Aquí todos mencionan otros crímenes, siempre hay otros más, sin nombres
precisos (una chica de Yacuiba, unas chicas de Tartagal, un “camello”
boliviano), pero con vaguedad, como si fuera natural imaginar que hay más
asesinatos de los que se sabe a ciencia cierta, pero también es una forma de
hacer recordar que tiene ese mandato de miedo que obliga a cuidar la vida,
antes de hablar con nombre y apellido.
El tráfico de drogas aparece como una estrategia legítima de movilidad
social. “Claro que no nos dedicamos todos al narcotráfico o al contrabando.

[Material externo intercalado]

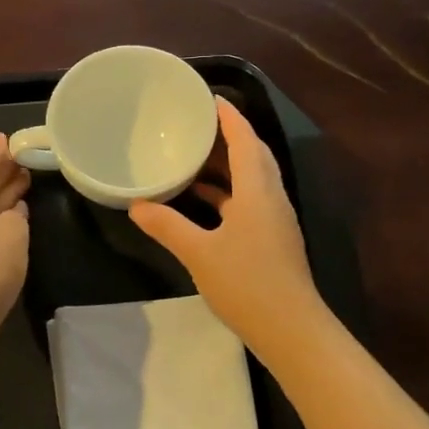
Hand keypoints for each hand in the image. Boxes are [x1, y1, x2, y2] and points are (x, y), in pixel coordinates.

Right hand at [130, 99, 322, 350]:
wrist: (291, 329)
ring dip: (227, 166)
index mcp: (257, 191)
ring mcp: (275, 220)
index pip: (245, 140)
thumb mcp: (199, 253)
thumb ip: (168, 226)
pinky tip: (203, 201)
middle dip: (227, 137)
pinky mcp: (272, 239)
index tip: (210, 99)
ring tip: (192, 158)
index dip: (230, 117)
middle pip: (253, 155)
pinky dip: (227, 193)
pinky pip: (249, 201)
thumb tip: (137, 206)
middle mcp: (271, 198)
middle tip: (196, 126)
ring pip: (252, 180)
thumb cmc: (247, 284)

Pero el sueño de todo aquel que tiene un oficio es que te emplee un narco,
porque dan laburo. El narcotráfico es visto como un trabajo que da trabajo”,
comenta un matrimonio de periodistas.
A fines de marzo de 2007, el juez federal de Orán, Raúl Reynoso,
cuya jurisdicción alcanza a Salvador Mazza, ordenó 13 allanamientos en
distintas localidades del norte salteño, e incluso en el Chaco. Detuvo en esos
procedimientos al empresario Yudi, dueño de un supermercado de Pocitos,
que según se sospecha, podría ser testaferro de Aparicio. Mamilia entró en la
clandestinidad, intentando evitar la cárcel, e inmediatamente los pociteños
recordaron la experiencia de Ancono Navarro, un diputado nacional del PJ
por salta que inició una temporada de una década en el "exilio" de Bolivia,
hasta que la causa que le habían iniciado por narcotráfico en 1989 se diluyó.
Ahora es concejal.
Aparicio estuvo prófugo, pero al tiempo se entregó. "A Yudi y a Aparicio los
imputé por la supuesta asociación ilícita para el lavado de activos vinculados
con el narcotráfico. En el caso de Aparicio, todo calificado por el hecho de ser
funcionario público", cuenta por teléfono Reynoso, además de juez profesor
universitario de Literatura. Mamila y compañía estuvieron detenidos hasta
que les dictaron la falta de mérito, medida que fue apelada por el fiscal Luis
Bruno.
Aparicio siempre negó todas las acusaciones. Dijo que no era “el carnicero
de la frontera norte”, como lo querían hacer parecer, a su criterio. Dijo
que conocía a Villagómez y a la esposa boliviana que tenía, y que a Liliana
Ledesma sólo la conocía como a una habitante más de Pocitos.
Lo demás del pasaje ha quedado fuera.